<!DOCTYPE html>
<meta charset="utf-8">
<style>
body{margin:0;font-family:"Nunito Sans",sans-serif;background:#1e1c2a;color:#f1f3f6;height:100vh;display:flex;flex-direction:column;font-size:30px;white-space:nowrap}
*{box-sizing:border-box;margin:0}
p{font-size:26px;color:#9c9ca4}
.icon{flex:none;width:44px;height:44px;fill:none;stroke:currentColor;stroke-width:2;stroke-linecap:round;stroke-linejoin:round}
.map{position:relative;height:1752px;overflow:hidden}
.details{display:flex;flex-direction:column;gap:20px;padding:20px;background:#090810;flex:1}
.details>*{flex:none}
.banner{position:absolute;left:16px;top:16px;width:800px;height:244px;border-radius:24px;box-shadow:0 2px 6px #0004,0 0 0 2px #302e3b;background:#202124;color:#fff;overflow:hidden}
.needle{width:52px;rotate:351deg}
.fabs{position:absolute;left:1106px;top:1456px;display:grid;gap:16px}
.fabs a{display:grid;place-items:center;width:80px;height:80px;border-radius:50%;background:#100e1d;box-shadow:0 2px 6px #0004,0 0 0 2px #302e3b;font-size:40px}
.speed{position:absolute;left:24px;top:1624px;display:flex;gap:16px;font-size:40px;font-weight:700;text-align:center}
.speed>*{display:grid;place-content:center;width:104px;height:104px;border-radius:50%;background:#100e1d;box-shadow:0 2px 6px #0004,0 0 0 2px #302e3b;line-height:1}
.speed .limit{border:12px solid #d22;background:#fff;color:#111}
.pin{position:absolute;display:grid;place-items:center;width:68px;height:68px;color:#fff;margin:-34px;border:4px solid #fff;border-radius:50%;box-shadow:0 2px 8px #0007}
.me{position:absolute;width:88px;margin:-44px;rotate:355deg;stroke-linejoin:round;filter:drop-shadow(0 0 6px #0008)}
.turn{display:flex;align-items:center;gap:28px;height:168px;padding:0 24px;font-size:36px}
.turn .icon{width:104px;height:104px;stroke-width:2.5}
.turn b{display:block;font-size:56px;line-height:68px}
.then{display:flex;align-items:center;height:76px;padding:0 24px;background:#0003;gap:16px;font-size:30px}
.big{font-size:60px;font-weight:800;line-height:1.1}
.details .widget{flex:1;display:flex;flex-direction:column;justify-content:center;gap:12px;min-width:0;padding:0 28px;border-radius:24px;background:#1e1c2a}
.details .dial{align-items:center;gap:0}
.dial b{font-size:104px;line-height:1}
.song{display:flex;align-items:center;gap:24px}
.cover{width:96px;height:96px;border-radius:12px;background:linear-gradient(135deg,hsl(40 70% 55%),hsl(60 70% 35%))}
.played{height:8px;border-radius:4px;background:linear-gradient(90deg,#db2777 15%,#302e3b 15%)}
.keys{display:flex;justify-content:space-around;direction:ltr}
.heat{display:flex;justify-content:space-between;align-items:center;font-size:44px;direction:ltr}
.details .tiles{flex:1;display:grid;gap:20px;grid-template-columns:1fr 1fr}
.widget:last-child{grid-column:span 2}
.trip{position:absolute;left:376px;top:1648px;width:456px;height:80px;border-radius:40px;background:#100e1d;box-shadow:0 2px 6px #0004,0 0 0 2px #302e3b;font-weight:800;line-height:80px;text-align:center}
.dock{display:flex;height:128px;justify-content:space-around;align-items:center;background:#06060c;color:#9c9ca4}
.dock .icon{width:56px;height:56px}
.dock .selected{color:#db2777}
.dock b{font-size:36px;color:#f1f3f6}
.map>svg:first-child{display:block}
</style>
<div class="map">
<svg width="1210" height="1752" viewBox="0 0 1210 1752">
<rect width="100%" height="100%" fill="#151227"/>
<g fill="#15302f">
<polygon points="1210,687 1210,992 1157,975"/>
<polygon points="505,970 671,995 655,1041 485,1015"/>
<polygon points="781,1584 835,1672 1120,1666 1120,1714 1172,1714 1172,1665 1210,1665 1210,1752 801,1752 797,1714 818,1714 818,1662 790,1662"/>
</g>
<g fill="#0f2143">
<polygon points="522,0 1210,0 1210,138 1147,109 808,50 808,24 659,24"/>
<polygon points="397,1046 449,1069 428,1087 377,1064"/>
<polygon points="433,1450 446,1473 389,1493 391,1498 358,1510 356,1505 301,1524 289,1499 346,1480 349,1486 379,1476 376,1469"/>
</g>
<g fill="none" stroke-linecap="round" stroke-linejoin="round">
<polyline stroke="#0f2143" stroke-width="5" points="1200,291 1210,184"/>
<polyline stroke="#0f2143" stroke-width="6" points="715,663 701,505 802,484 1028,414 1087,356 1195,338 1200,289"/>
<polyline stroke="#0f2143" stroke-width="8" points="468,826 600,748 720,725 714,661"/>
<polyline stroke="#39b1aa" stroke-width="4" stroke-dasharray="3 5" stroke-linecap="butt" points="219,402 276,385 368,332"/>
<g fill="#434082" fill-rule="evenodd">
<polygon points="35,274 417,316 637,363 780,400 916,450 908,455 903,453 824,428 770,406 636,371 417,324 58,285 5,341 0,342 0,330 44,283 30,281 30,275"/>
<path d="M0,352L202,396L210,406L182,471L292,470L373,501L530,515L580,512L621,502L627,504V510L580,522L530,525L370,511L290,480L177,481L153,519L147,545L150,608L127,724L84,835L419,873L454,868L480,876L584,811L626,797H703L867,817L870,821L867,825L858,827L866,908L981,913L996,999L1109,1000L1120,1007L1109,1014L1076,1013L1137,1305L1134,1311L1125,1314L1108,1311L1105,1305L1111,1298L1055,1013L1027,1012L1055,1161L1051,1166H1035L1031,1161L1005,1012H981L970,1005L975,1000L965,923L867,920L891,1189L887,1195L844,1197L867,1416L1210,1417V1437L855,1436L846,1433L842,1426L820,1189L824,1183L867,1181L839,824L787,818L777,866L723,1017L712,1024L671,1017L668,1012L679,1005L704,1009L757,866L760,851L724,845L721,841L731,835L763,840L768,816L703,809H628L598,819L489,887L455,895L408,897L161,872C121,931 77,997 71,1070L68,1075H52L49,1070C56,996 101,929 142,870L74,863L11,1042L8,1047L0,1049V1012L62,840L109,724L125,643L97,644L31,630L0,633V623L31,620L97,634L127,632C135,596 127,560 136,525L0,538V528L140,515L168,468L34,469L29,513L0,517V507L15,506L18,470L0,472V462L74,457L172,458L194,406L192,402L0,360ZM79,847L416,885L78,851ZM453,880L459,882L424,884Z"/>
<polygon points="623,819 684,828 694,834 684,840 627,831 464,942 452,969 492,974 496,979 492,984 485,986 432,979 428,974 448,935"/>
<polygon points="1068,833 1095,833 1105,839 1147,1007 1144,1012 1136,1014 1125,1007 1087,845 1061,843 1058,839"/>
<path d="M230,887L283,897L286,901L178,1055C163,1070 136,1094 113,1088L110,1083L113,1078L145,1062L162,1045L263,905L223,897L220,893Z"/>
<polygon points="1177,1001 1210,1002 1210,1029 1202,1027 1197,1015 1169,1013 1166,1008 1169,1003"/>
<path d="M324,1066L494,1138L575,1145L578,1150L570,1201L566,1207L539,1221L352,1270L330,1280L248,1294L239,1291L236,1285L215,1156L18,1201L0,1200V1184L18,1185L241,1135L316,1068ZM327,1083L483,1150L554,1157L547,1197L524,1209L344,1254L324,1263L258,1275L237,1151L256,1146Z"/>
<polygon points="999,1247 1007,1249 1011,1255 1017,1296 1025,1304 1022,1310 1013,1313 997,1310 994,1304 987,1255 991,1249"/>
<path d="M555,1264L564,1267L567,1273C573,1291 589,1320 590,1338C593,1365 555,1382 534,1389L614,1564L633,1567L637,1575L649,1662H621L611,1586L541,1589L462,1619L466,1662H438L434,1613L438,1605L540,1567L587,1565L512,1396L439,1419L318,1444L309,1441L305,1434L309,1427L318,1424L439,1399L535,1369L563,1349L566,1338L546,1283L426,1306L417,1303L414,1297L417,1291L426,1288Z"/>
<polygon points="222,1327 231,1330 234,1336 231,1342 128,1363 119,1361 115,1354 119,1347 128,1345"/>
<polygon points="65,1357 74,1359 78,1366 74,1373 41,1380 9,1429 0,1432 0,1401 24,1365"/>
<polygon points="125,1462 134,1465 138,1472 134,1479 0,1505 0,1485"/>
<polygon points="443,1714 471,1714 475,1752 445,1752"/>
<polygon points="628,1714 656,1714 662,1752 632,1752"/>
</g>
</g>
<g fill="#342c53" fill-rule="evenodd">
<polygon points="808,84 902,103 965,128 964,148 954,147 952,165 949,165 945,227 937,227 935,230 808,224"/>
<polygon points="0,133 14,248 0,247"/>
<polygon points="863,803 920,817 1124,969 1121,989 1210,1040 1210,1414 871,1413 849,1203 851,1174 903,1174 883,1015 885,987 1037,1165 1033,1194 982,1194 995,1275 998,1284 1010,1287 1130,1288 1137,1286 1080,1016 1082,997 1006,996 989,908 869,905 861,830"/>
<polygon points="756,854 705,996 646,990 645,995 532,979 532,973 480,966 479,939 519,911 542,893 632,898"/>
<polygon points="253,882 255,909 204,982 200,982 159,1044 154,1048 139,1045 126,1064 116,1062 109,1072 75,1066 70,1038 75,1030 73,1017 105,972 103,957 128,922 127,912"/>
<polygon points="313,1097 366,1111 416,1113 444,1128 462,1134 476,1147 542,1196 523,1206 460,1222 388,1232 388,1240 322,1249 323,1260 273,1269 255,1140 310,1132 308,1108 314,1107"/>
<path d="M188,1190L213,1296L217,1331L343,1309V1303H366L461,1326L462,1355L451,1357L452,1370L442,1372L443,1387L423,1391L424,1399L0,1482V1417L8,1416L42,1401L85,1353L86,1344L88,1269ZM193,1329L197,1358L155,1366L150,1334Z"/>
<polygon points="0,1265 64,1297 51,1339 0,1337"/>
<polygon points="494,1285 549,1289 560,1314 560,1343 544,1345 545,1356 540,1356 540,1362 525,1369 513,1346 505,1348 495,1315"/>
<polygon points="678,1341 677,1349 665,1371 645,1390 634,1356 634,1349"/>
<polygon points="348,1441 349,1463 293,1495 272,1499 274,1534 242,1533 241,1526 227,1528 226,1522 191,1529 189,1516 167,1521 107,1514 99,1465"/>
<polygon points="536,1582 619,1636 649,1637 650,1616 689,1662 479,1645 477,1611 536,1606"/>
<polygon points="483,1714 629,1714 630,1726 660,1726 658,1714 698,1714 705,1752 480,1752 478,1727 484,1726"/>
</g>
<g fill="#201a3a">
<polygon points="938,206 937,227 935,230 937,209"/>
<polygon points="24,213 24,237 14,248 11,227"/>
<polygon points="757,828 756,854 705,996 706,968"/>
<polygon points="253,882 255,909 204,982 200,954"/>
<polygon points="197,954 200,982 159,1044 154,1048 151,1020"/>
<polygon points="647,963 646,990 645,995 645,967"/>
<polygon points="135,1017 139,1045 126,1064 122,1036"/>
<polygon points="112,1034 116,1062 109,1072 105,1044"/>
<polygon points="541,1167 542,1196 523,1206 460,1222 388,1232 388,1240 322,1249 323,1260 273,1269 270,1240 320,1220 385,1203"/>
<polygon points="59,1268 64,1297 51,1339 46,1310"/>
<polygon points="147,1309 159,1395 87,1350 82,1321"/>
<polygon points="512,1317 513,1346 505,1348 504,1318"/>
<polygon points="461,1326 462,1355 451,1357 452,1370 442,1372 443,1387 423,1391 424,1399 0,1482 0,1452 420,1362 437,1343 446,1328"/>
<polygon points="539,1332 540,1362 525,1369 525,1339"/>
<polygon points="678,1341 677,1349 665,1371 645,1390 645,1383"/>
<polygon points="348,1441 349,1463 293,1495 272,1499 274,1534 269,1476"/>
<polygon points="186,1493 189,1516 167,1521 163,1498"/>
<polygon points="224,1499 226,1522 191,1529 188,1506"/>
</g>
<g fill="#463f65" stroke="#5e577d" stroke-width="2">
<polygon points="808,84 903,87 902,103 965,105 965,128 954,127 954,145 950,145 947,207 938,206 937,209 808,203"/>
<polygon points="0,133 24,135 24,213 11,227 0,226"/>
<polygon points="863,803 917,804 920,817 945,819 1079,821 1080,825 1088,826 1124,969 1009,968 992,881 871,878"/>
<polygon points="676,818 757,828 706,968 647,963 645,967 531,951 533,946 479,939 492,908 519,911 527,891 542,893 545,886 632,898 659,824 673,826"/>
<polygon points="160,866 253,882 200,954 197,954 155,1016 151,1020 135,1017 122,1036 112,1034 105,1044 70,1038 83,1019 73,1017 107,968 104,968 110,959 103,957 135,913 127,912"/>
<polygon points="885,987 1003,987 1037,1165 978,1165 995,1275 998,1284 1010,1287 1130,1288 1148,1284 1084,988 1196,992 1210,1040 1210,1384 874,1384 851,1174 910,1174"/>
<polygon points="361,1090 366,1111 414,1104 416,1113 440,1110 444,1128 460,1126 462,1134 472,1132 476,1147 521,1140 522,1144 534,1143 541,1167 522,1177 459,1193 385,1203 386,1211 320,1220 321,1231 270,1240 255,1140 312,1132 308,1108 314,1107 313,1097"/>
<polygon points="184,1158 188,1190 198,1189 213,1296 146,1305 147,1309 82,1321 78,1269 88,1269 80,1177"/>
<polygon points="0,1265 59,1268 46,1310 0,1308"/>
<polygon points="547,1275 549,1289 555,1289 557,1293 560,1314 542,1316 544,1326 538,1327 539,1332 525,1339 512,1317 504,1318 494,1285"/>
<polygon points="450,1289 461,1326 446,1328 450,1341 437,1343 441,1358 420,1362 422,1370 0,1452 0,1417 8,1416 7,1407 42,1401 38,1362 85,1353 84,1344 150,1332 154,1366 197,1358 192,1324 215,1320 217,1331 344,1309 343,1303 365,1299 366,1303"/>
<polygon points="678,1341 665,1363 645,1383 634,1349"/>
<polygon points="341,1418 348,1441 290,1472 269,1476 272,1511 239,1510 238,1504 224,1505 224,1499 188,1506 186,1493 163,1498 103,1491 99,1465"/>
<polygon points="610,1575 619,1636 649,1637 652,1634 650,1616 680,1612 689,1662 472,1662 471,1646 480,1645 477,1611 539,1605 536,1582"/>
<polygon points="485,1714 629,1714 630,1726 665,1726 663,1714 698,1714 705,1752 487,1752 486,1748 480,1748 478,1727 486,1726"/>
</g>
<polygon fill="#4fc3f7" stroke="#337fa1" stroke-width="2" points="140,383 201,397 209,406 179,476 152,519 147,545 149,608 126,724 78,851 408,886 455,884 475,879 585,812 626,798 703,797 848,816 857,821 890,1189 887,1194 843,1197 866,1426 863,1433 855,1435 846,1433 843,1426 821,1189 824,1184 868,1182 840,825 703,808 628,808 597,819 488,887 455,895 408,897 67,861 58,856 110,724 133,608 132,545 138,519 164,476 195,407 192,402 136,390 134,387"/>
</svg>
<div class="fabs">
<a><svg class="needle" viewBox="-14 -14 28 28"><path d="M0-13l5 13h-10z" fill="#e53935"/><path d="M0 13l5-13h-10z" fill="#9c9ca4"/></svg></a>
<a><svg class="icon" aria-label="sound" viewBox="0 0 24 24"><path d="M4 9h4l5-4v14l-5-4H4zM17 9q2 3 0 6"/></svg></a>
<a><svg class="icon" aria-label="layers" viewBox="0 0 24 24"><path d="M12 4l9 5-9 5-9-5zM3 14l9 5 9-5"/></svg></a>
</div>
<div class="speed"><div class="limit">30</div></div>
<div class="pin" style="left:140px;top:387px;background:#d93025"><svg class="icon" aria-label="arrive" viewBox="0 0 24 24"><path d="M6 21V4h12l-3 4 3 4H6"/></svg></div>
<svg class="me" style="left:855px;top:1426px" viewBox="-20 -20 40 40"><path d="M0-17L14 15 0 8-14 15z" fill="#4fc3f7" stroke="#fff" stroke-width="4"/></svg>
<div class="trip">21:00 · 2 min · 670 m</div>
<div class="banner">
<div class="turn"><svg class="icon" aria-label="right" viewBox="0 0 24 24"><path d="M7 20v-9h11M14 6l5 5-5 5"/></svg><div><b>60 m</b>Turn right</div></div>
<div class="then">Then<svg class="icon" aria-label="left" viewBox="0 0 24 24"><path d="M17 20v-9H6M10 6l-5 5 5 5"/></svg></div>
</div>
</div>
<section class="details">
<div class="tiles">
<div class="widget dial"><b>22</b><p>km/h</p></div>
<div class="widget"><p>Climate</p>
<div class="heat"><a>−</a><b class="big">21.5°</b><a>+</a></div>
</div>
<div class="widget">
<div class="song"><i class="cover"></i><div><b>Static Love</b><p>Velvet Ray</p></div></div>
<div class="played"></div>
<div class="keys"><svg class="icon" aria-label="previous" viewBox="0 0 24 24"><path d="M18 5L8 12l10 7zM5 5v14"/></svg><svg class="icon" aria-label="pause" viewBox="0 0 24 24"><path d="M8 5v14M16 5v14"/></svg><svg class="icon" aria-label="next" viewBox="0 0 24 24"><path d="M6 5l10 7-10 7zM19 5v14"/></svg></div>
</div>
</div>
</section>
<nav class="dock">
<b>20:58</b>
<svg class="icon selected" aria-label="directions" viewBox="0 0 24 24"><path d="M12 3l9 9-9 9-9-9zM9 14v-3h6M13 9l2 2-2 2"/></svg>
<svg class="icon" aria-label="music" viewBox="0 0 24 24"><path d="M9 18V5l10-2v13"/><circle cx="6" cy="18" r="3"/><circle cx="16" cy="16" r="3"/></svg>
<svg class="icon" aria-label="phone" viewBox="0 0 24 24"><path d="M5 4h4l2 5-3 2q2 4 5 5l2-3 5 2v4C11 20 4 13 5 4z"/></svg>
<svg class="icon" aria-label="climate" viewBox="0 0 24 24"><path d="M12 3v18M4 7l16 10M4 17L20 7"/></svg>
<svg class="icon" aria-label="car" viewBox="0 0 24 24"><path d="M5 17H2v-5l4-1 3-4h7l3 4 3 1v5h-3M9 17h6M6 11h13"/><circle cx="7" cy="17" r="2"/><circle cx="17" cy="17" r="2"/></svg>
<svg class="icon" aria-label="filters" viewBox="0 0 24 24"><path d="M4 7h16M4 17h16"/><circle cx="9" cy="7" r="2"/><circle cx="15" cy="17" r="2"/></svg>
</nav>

######

◆ **What you are asked to do**:
Scan the data above; copy every line where "fabs" appears.

◆ **Task response**:
.fabs{position:absolute;left:1106px;top:1456px;display:grid;gap:16px}
.fabs a{display:grid;place-items:center;width:80px;height:80px;border-radius:50%;background:#100e1d;box-shadow:0 2px 6px #0004,0 0 0 2px #302e3b;font-size:40px}
<div class="fabs">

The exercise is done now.